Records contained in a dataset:
▼

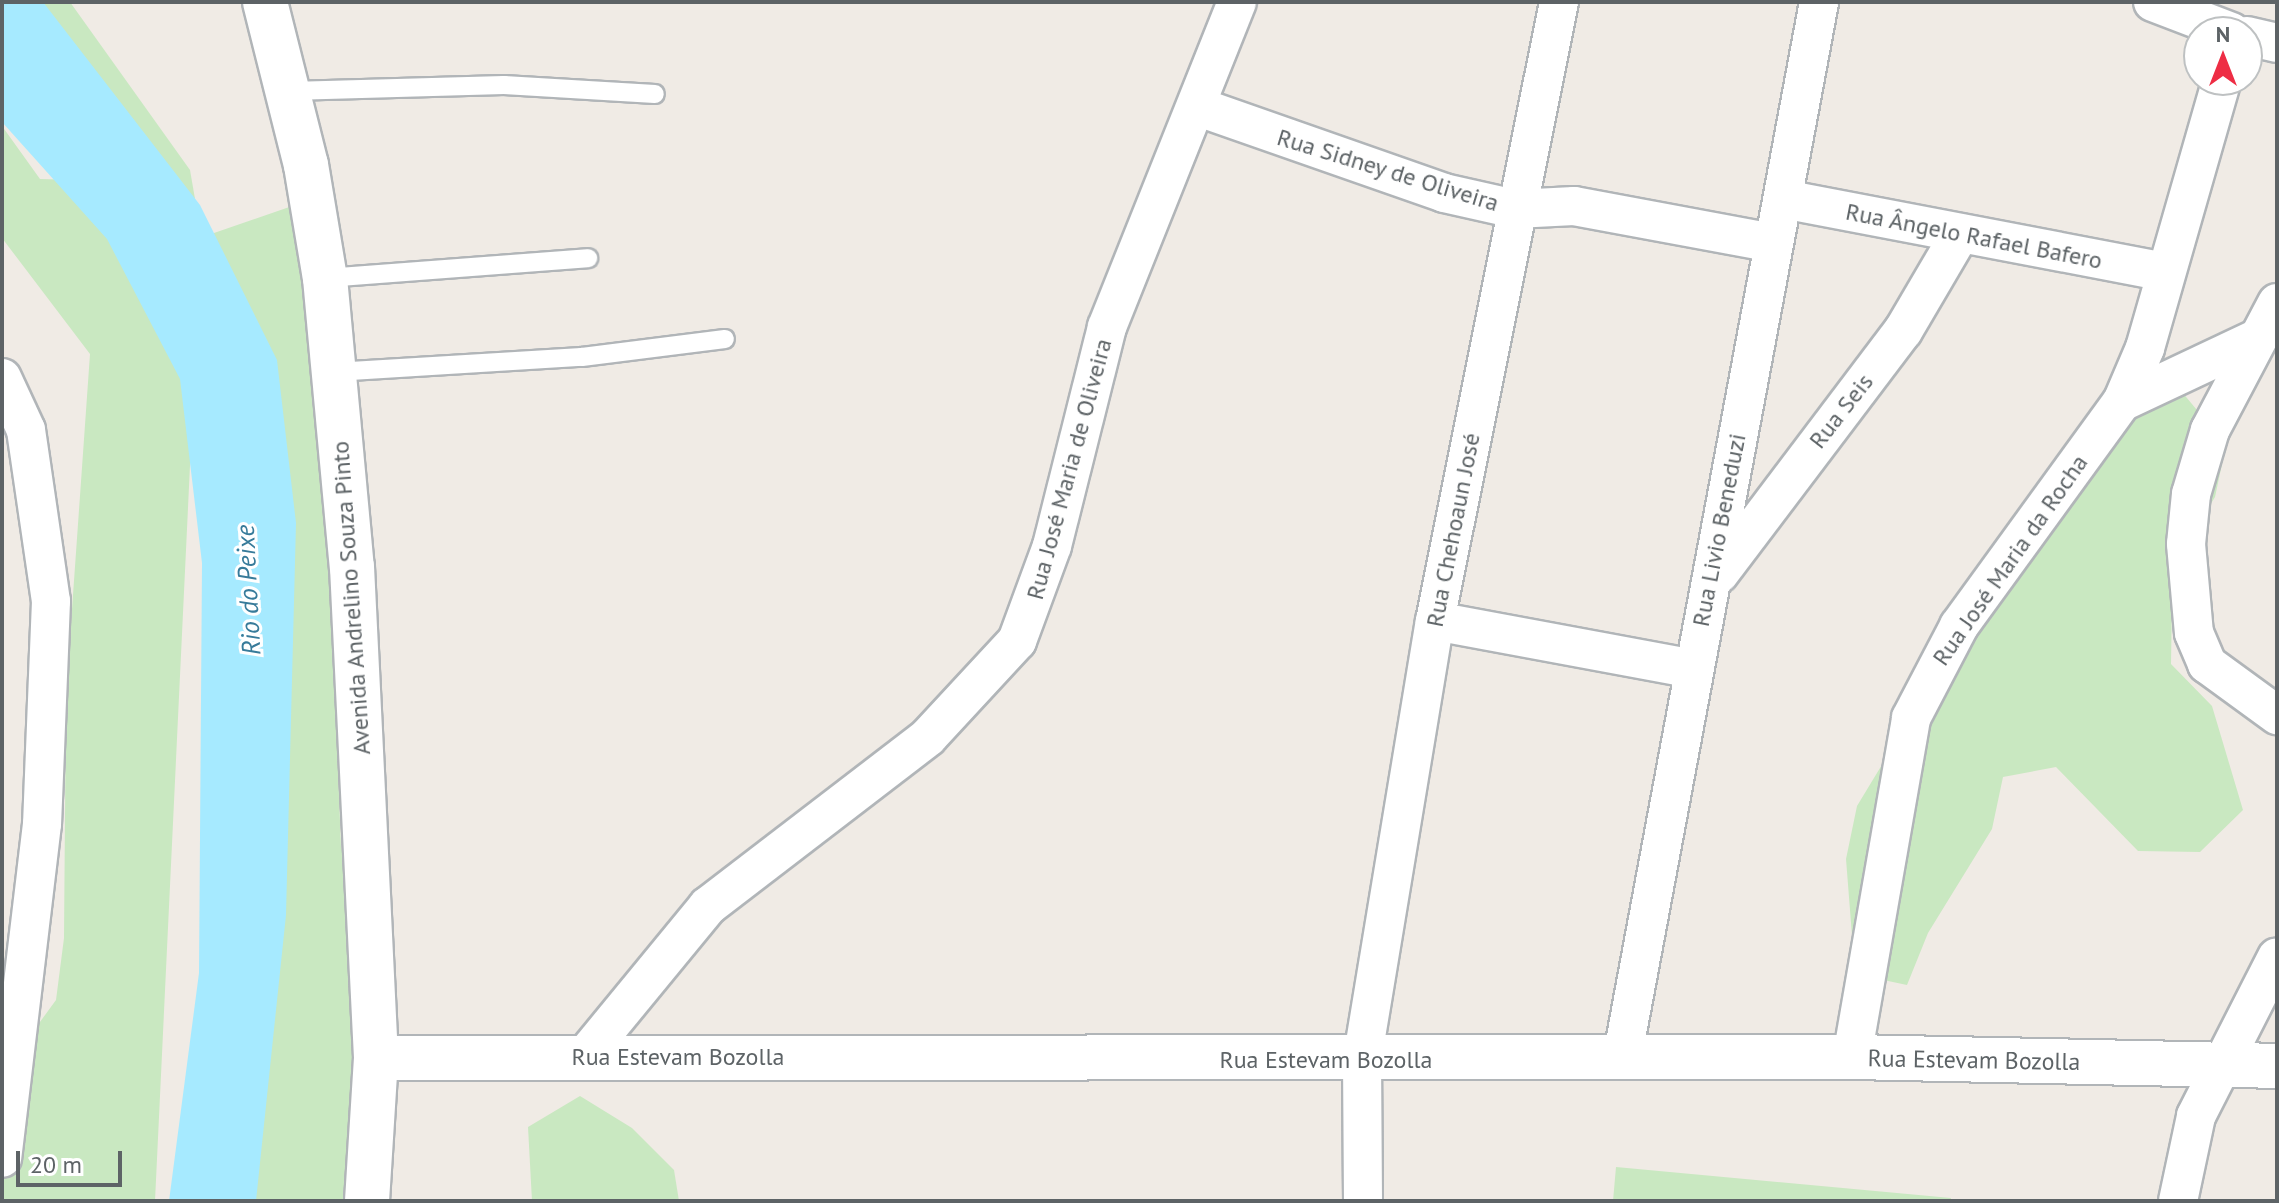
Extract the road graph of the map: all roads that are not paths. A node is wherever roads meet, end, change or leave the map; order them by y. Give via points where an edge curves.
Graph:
1 (265, 2) edge
2 (1237, 2) edge
3 (1559, 2) edge
4 (1819, 2) edge
5 (2153, 2) edge
6 (2189, 16) edge
7 (290, 91) junction
8 (655, 94) dead end
9 (2217, 96) edge
10 (1196, 106) junction
11 (1783, 199) junction
12 (1515, 209) junction
13 (1960, 234) junction
14 (1773, 243) junction
15 (588, 258) dead end
16 (2166, 272) junction
17 (325, 278) junction
18 (2277, 303) edge
19 (2258, 338) junction
20 (725, 339) dead end
21 (334, 372) junction
22 (2, 378) edge
23 (2122, 402) junction
24 (1713, 583) junction
25 (1435, 621) junction
26 (1689, 668) junction
27 (2277, 715) edge
28 (2277, 957) edge
29 (584, 1057) junction
30 (1852, 1057) junction
31 (376, 1058) junction
32 (1622, 1059) junction
33 (1362, 1061) junction
34 (2224, 1066) junction
35 (2277, 1066) edge
36 (2, 1158) edge
37 (367, 1201) edge
38 (1363, 1201) edge
39 (2178, 1201) edge

1 - 7 street, Avenida Andrelino Souza Pinto
2 - 10 street, Rua José Maria de Oliveira
3 - 12 street, Rua Chehoaun José
4 - 11 street, Rua Livio Beneduzi
5 - 6 street
7 - 8 lane via 504,85
7 - 17 street, Avenida Andrelino Souza Pinto
9 - 16 street, Rua José Maria da Rocha
10 - 12 street, Rua Sidney de Oliveira via 1322,154
10 - 29 street, Rua José Maria de Oliveira via 1103,338 1049,558 1017,641 928,737 708,906
11 - 13 street, Rua Ângelo Rafael Bafero
11 - 14 street, Rua Livio Beneduzi
12 - 14 street, Rua Sidney de Oliveira via 1574,206
12 - 25 street, Rua Chehoaun José
13 - 16 street, Rua Ângelo Rafael Bafero
13 - 24 street, Rua Seis via 1903,331
14 - 24 street, Rua Livio Beneduzi
15 - 17 lane
16 - 23 street, Rua José Maria da Rocha
17 - 21 street, Avenida Andrelino Souza Pinto
18 - 19 street
19 - 23 street
19 - 27 street via 2210,430 2191,494 2188,593 2207,664
20 - 21 lane via 582,357
21 - 31 street, Avenida Andrelino Souza Pinto via 352,567
22 - 36 street via 26,430 51,601 42,824
23 - 30 street, Rua José Maria da Rocha via 1959,626 1911,718
24 - 26 street, Rua Livio Beneduzi
25 - 26 street
25 - 33 street, Rua Chehoaun José
26 - 32 street, Rua Livio Beneduzi
28 - 34 street
29 - 31 street, Rua Estevam Bozolla
29 - 33 street, Rua Estevam Bozolla
30 - 32 street, Rua Estevam Bozolla
30 - 34 street, Rua Estevam Bozolla
31 - 37 street, Avenida Andrelino Souza Pinto
32 - 33 street, Rua Estevam Bozolla
33 - 38 street, Rua Chehoaun José
34 - 35 street, Rua Estevam Bozolla
34 - 39 street via 2196,1116

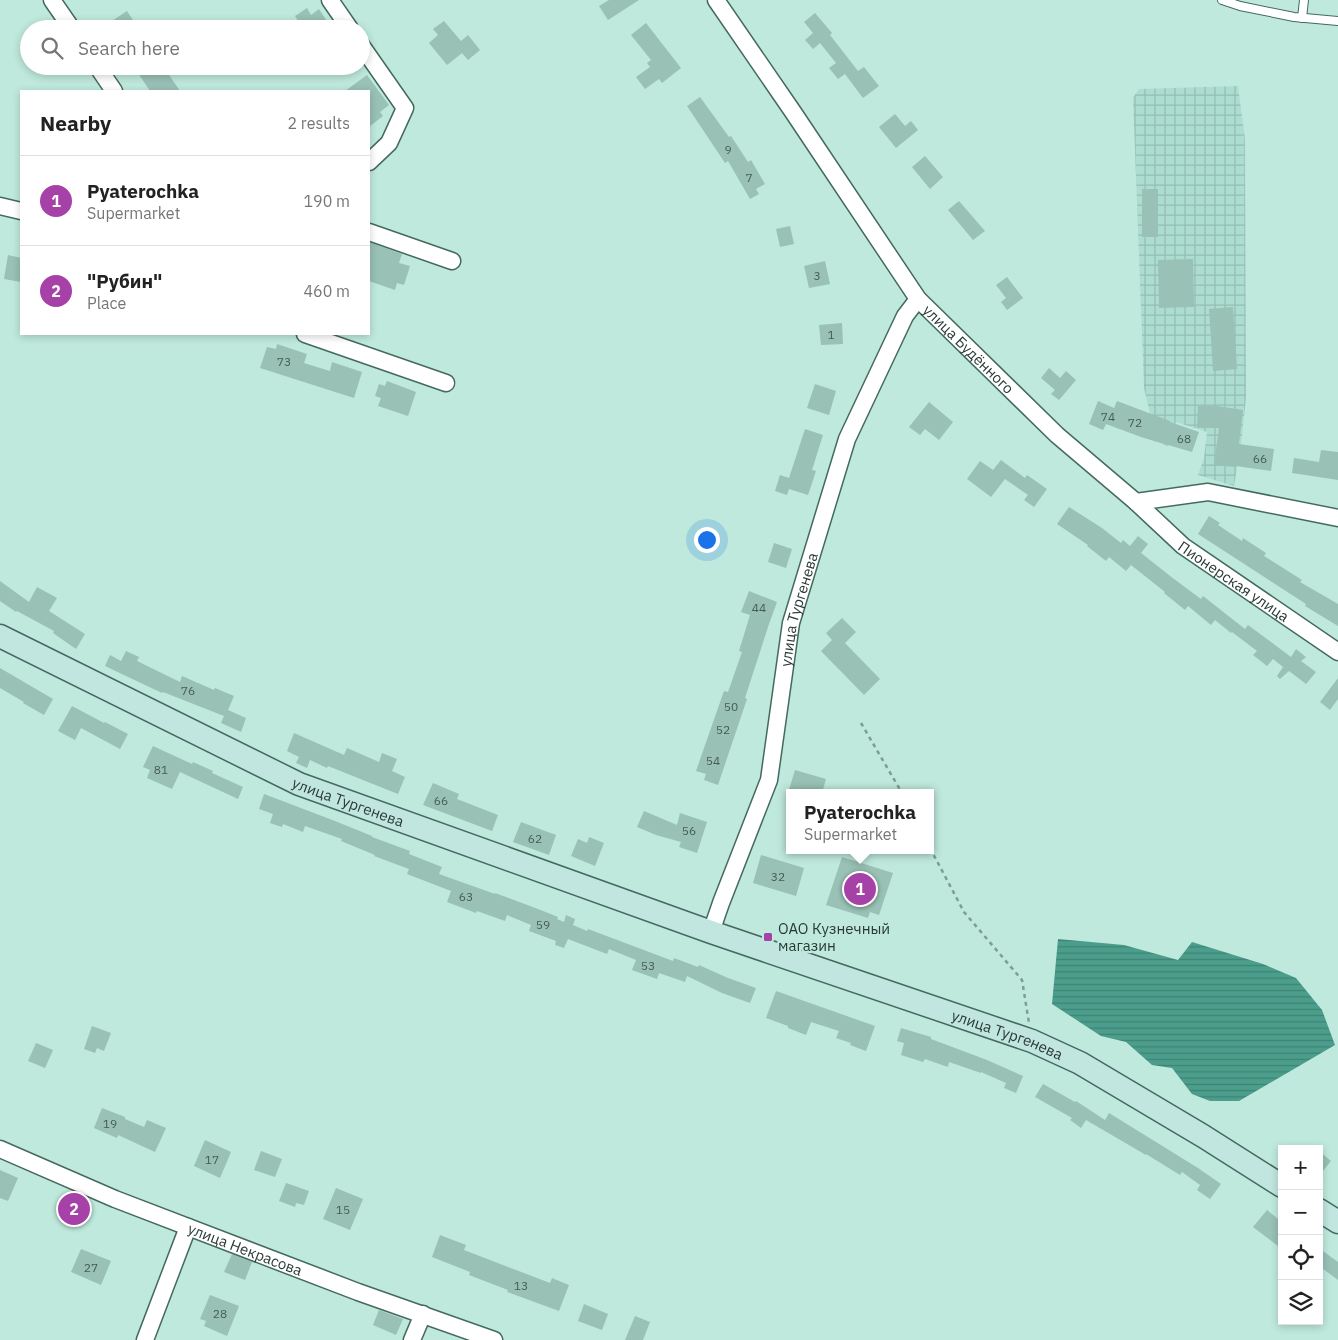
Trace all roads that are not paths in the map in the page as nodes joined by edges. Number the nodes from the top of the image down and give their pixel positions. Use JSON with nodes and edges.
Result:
{"nodes":[{"id":1,"x":52,"y":0,"type":"edge"},
{"id":2,"x":330,"y":0,"type":"edge"},
{"id":3,"x":716,"y":0,"type":"edge"},
{"id":4,"x":1222,"y":0,"type":"edge"},
{"id":5,"x":1304,"y":0,"type":"edge"},
{"id":6,"x":1302,"y":18,"type":"junction"},
{"id":7,"x":66,"y":20,"type":"edge"},
{"id":8,"x":344,"y":20,"type":"edge"},
{"id":9,"x":1338,"y":21,"type":"edge"},
{"id":10,"x":370,"y":58,"type":"edge"},
{"id":11,"x":103,"y":75,"type":"edge"},
{"id":12,"x":113,"y":90,"type":"edge"},
{"id":13,"x":370,"y":161,"type":"edge"},
{"id":14,"x":0,"y":206,"type":"edge"},
{"id":15,"x":20,"y":211,"type":"edge"},
{"id":16,"x":370,"y":232,"type":"edge"},
{"id":17,"x":452,"y":261,"type":"dead end"},
{"id":18,"x":918,"y":299,"type":"junction"},
{"id":19,"x":308,"y":335,"type":"edge"},
{"id":20,"x":446,"y":383,"type":"dead end"},
{"id":21,"x":1136,"y":502,"type":"junction"},
{"id":22,"x":1338,"y":518,"type":"edge"},
{"id":23,"x":0,"y":636,"type":"edge"},
{"id":24,"x":1338,"y":652,"type":"edge"},
{"id":25,"x":711,"y":932,"type":"junction"},
{"id":26,"x":0,"y":1149,"type":"edge"},
{"id":27,"x":1278,"y":1183,"type":"edge"},
{"id":28,"x":1323,"y":1213,"type":"edge"},
{"id":29,"x":1338,"y":1222,"type":"edge"},
{"id":30,"x":188,"y":1226,"type":"junction"},
{"id":31,"x":423,"y":1314,"type":"junction"},
{"id":32,"x":145,"y":1340,"type":"edge"},
{"id":33,"x":412,"y":1340,"type":"edge"},
{"id":34,"x":494,"y":1340,"type":"edge"}],
"edges":[{"from":1,"to":7,"type":"street"},
{"from":2,"to":8,"type":"street"},
{"from":3,"to":18,"type":"street","name":"улица Будённого"},
{"from":4,"to":6,"type":"lane"},
{"from":5,"to":6,"type":"lane"},
{"from":6,"to":9,"type":"lane"},
{"from":10,"to":13,"type":"street"},
{"from":11,"to":12,"type":"street"},
{"from":14,"to":15,"type":"street"},
{"from":16,"to":17,"type":"street"},
{"from":18,"to":21,"type":"street","name":"улица Будённого"},
{"from":18,"to":25,"type":"street","name":"улица Тургенева"},
{"from":19,"to":20,"type":"street"},
{"from":21,"to":22,"type":"street"},
{"from":21,"to":24,"type":"street","name":"Пионерская улица"},
{"from":23,"to":25,"type":"street","name":"улица Тургенева"},
{"from":25,"to":27,"type":"street","name":"улица Тургенева"},
{"from":26,"to":30,"type":"street","name":"улица Некрасова"},
{"from":28,"to":29,"type":"street"},
{"from":30,"to":31,"type":"street","name":"улица Некрасова"},
{"from":30,"to":32,"type":"street"},
{"from":31,"to":33,"type":"street"},
{"from":31,"to":34,"type":"street","name":"улица Некрасова"}]}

▲

> **Task statement**:
The copy must match each record exactly, apart from the images, which stay out.

> **Output of the exercise**:
Extract the road graph of the map: all roads that are not paths. A node is wherever roads meet, end, change or leave the map; order them by y. Give via points where an edge curves.
Graph:
1 (265, 2) edge
2 (1237, 2) edge
3 (1559, 2) edge
4 (1819, 2) edge
5 (2153, 2) edge
6 (2189, 16) edge
7 (290, 91) junction
8 (655, 94) dead end
9 (2217, 96) edge
10 (1196, 106) junction
11 (1783, 199) junction
12 (1515, 209) junction
13 (1960, 234) junction
14 (1773, 243) junction
15 (588, 258) dead end
16 (2166, 272) junction
17 (325, 278) junction
18 (2277, 303) edge
19 (2258, 338) junction
20 (725, 339) dead end
21 (334, 372) junction
22 (2, 378) edge
23 (2122, 402) junction
24 (1713, 583) junction
25 (1435, 621) junction
26 (1689, 668) junction
27 (2277, 715) edge
28 (2277, 957) edge
29 (584, 1057) junction
30 (1852, 1057) junction
31 (376, 1058) junction
32 (1622, 1059) junction
33 (1362, 1061) junction
34 (2224, 1066) junction
35 (2277, 1066) edge
36 (2, 1158) edge
37 (367, 1201) edge
38 (1363, 1201) edge
39 (2178, 1201) edge

1 - 7 street, Avenida Andrelino Souza Pinto
2 - 10 street, Rua José Maria de Oliveira
3 - 12 street, Rua Chehoaun José
4 - 11 street, Rua Livio Beneduzi
5 - 6 street
7 - 8 lane via 504,85
7 - 17 street, Avenida Andrelino Souza Pinto
9 - 16 street, Rua José Maria da Rocha
10 - 12 street, Rua Sidney de Oliveira via 1322,154
10 - 29 street, Rua José Maria de Oliveira via 1103,338 1049,558 1017,641 928,737 708,906
11 - 13 street, Rua Ângelo Rafael Bafero
11 - 14 street, Rua Livio Beneduzi
12 - 14 street, Rua Sidney de Oliveira via 1574,206
12 - 25 street, Rua Chehoaun José
13 - 16 street, Rua Ângelo Rafael Bafero
13 - 24 street, Rua Seis via 1903,331
14 - 24 street, Rua Livio Beneduzi
15 - 17 lane
16 - 23 street, Rua José Maria da Rocha
17 - 21 street, Avenida Andrelino Souza Pinto
18 - 19 street
19 - 23 street
19 - 27 street via 2210,430 2191,494 2188,593 2207,664
20 - 21 lane via 582,357
21 - 31 street, Avenida Andrelino Souza Pinto via 352,567
22 - 36 street via 26,430 51,601 42,824
23 - 30 street, Rua José Maria da Rocha via 1959,626 1911,718
24 - 26 street, Rua Livio Beneduzi
25 - 26 street
25 - 33 street, Rua Chehoaun José
26 - 32 street, Rua Livio Beneduzi
28 - 34 street
29 - 31 street, Rua Estevam Bozolla
29 - 33 street, Rua Estevam Bozolla
30 - 32 street, Rua Estevam Bozolla
30 - 34 street, Rua Estevam Bozolla
31 - 37 street, Avenida Andrelino Souza Pinto
32 - 33 street, Rua Estevam Bozolla
33 - 38 street, Rua Chehoaun José
34 - 35 street, Rua Estevam Bozolla
34 - 39 street via 2196,1116

Trace all roads that are not paths in the map in the page as nodes joined by edges. Number the nodes from the top of the image down and give their pixel positions. Use JSON with nodes and edges.
Result:
{"nodes":[{"id":1,"x":52,"y":0,"type":"edge"},
{"id":2,"x":330,"y":0,"type":"edge"},
{"id":3,"x":716,"y":0,"type":"edge"},
{"id":4,"x":1222,"y":0,"type":"edge"},
{"id":5,"x":1304,"y":0,"type":"edge"},
{"id":6,"x":1302,"y":18,"type":"junction"},
{"id":7,"x":66,"y":20,"type":"edge"},
{"id":8,"x":344,"y":20,"type":"edge"},
{"id":9,"x":1338,"y":21,"type":"edge"},
{"id":10,"x":370,"y":58,"type":"edge"},
{"id":11,"x":103,"y":75,"type":"edge"},
{"id":12,"x":113,"y":90,"type":"edge"},
{"id":13,"x":370,"y":161,"type":"edge"},
{"id":14,"x":0,"y":206,"type":"edge"},
{"id":15,"x":20,"y":211,"type":"edge"},
{"id":16,"x":370,"y":232,"type":"edge"},
{"id":17,"x":452,"y":261,"type":"dead end"},
{"id":18,"x":918,"y":299,"type":"junction"},
{"id":19,"x":308,"y":335,"type":"edge"},
{"id":20,"x":446,"y":383,"type":"dead end"},
{"id":21,"x":1136,"y":502,"type":"junction"},
{"id":22,"x":1338,"y":518,"type":"edge"},
{"id":23,"x":0,"y":636,"type":"edge"},
{"id":24,"x":1338,"y":652,"type":"edge"},
{"id":25,"x":711,"y":932,"type":"junction"},
{"id":26,"x":0,"y":1149,"type":"edge"},
{"id":27,"x":1278,"y":1183,"type":"edge"},
{"id":28,"x":1323,"y":1213,"type":"edge"},
{"id":29,"x":1338,"y":1222,"type":"edge"},
{"id":30,"x":188,"y":1226,"type":"junction"},
{"id":31,"x":423,"y":1314,"type":"junction"},
{"id":32,"x":145,"y":1340,"type":"edge"},
{"id":33,"x":412,"y":1340,"type":"edge"},
{"id":34,"x":494,"y":1340,"type":"edge"}],
"edges":[{"from":1,"to":7,"type":"street"},
{"from":2,"to":8,"type":"street"},
{"from":3,"to":18,"type":"street","name":"улица Будённого"},
{"from":4,"to":6,"type":"lane"},
{"from":5,"to":6,"type":"lane"},
{"from":6,"to":9,"type":"lane"},
{"from":10,"to":13,"type":"street"},
{"from":11,"to":12,"type":"street"},
{"from":14,"to":15,"type":"street"},
{"from":16,"to":17,"type":"street"},
{"from":18,"to":21,"type":"street","name":"улица Будённого"},
{"from":18,"to":25,"type":"street","name":"улица Тургенева"},
{"from":19,"to":20,"type":"street"},
{"from":21,"to":22,"type":"street"},
{"from":21,"to":24,"type":"street","name":"Пионерская улица"},
{"from":23,"to":25,"type":"street","name":"улица Тургенева"},
{"from":25,"to":27,"type":"street","name":"улица Тургенева"},
{"from":26,"to":30,"type":"street","name":"улица Некрасова"},
{"from":28,"to":29,"type":"street"},
{"from":30,"to":31,"type":"street","name":"улица Некрасова"},
{"from":30,"to":32,"type":"street"},
{"from":31,"to":33,"type":"street"},
{"from":31,"to":34,"type":"street","name":"улица Некрасова"}]}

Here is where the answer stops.